Despite the ubiquity of alcohol consumption in the US and its potential to affect the diagnosis, management, outcomes, and costs of common chronic diseases, outside of the PRISM-sponsored reviews, we found few additional reviews in medical journals that systematically synthesized the evidence of the impact of alcohol drinking on diseases that are routinely treated by primary care and other mainstream physicians. The best evidence identified by these reviews was generally of mediocre quality as judged by established research quality measures. Except for hypertension, the reviews found few randomized clinical trials regarding the effect of alcohol on the selected diseases. Admittedly, randomized trials of alcohol consumption over an extended time frame may be impractical for some diseases. However, there is good reason for physicians to be skeptical of the results of simple observational designs concerning this or any other topic.

Beyond the fundamental design issues regarding the studies in these reviews, there are other important methodological flaws including limited adjustment for potential confounders. However, the most serious but potentially correctible flaw across all these reviews is the unacceptable variability in approaches to measure the quantity, frequency, and duration of alcohol use. To standardize experimental research with alcohol, Brick has proposed several mathematical approaches to determine ounces of pure (100%) alcohol provided in a single drink and over the course of an entire trial15. Observational studies included in these reviews frequently analyzed the effect of alcohol as quantified by a ‘standard drink.’ The US Department of Agriculture (USDA) defines a standard drink as 13.7 g (0.6 ounces) of pure alcohol, which correlates to a 12-oz can of beer, 5-oz glass of wine, or 1.5-oz glass of distilled spirits16. However, in Australia, for example, a standard drink has 10 g of alcohol17, making syntheses of the health effects of alcohol from international studies more challenging. The USDA and the National Institute on Alcohol Abuse and Alcoholism (NIAAA)18 set the standard for “non-problematic” drinking for a healthy adult man as no more than 14 drinks per week and, for healthy women, as no more than 7 drinks per week. However, these two federal agencies differ on the amount that would be considered excessive for a single day. The USDA recommends only one drink for women and two for men, whereas the NIAAA defines excessive consumption (binging) as more than three drinks for women and four for men.

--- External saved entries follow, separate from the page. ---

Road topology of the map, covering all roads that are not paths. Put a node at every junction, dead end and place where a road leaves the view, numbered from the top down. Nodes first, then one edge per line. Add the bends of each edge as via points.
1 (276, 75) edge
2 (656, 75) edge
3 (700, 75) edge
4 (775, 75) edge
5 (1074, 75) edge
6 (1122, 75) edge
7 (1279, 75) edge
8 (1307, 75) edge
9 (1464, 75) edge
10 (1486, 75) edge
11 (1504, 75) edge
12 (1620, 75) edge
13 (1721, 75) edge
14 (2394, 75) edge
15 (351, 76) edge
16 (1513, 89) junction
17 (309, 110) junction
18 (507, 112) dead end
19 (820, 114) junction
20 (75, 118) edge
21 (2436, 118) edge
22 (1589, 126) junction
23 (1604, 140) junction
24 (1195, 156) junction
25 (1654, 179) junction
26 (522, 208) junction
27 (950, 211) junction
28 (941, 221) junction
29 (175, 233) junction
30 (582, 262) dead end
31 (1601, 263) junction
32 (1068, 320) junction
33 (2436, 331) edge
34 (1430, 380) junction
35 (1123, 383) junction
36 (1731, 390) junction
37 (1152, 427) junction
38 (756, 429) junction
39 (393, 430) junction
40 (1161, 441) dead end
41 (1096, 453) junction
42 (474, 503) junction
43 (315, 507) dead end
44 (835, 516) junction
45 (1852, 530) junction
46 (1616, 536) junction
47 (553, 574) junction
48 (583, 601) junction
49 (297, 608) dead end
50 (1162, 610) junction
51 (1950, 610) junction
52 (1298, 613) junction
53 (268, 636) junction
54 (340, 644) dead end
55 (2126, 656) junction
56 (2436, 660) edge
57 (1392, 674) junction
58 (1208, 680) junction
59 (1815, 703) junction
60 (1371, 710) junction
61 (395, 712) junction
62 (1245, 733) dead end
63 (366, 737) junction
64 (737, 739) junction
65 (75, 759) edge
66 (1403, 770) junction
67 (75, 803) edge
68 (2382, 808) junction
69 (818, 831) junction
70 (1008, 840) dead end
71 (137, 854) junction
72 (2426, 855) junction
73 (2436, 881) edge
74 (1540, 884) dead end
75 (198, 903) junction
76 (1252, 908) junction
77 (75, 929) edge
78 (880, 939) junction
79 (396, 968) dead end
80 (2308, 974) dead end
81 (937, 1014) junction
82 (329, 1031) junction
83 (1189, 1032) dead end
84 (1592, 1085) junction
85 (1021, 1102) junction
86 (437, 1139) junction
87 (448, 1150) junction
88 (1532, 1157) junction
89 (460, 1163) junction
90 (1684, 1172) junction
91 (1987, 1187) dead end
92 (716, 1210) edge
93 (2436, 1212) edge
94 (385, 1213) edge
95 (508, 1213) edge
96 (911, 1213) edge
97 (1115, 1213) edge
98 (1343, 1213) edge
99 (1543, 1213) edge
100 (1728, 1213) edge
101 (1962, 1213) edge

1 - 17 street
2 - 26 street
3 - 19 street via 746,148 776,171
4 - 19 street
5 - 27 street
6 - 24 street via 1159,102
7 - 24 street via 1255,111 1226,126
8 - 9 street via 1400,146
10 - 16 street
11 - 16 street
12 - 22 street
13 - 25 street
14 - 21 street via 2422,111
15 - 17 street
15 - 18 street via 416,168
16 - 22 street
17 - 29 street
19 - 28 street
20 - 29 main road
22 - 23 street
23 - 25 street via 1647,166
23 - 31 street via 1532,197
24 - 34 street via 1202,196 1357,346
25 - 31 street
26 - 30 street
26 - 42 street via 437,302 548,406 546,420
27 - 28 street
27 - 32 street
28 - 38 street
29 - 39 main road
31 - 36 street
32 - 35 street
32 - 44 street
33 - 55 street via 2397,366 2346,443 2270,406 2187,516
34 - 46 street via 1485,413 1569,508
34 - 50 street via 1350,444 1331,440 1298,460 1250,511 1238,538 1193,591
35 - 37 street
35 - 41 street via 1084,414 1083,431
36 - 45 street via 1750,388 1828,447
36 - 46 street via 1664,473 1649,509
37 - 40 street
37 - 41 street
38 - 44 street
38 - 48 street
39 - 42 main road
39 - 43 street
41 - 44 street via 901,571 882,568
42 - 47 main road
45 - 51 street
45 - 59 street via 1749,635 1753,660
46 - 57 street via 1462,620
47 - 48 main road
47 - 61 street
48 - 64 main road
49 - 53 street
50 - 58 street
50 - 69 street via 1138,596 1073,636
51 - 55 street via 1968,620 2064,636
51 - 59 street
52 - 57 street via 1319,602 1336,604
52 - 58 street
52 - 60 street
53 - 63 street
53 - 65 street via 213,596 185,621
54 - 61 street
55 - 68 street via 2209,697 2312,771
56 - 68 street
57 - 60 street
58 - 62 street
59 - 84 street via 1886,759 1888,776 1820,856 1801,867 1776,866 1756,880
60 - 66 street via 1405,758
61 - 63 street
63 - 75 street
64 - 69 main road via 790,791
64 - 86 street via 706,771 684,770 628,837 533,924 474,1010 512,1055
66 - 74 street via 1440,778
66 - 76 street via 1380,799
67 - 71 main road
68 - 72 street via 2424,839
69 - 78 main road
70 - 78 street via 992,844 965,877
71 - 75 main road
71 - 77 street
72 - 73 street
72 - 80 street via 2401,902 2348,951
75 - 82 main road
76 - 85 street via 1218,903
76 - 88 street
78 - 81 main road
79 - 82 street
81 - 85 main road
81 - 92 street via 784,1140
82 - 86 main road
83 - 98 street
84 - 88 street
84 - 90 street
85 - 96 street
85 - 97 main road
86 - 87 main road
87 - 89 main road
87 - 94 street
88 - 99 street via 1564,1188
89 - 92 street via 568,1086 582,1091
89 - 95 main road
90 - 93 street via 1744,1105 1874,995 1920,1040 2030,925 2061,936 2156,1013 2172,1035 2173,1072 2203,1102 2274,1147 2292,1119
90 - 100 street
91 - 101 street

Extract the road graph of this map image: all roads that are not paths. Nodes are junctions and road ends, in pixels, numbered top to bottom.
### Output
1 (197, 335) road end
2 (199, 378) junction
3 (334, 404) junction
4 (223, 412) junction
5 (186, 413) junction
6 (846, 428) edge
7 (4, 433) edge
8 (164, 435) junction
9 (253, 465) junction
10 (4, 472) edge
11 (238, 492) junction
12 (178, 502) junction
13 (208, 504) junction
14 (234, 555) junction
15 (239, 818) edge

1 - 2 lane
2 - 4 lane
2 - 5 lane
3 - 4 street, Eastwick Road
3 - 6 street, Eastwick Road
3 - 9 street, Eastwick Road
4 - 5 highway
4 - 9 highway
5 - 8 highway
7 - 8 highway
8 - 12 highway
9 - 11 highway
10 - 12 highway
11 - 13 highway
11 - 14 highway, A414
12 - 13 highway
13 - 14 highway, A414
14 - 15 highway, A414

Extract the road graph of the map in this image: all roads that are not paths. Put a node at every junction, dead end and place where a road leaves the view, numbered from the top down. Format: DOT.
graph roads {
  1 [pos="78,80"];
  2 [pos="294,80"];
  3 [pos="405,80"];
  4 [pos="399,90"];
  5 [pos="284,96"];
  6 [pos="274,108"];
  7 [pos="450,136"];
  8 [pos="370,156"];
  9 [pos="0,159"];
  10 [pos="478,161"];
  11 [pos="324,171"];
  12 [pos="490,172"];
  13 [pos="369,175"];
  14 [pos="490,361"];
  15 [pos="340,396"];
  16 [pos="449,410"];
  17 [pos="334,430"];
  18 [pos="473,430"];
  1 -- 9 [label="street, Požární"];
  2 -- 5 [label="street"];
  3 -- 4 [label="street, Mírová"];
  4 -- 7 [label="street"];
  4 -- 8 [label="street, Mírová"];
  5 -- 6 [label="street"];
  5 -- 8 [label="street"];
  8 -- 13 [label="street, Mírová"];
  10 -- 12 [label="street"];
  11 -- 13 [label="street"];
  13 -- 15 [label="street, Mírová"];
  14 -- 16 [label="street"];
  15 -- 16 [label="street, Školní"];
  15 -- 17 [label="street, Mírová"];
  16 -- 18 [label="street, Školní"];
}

Special attention to binge drinking is highly relevant to defining alcohol use disorders because researchers using the Behavioral Risk Factor Surveillance System showed that adding information about binging to an average daily alcohol consumption measure increased the relative prevalence of “heavy drinking” by up to 42%, depending on how binging is measured19. In addition to the need for standardized measures of alcohol consumption, researchers also must routinely assess the pattern, quantity, and time frame/duration of alcohol consumed at baseline by subjects in a trial, as noted in the hypertension review8.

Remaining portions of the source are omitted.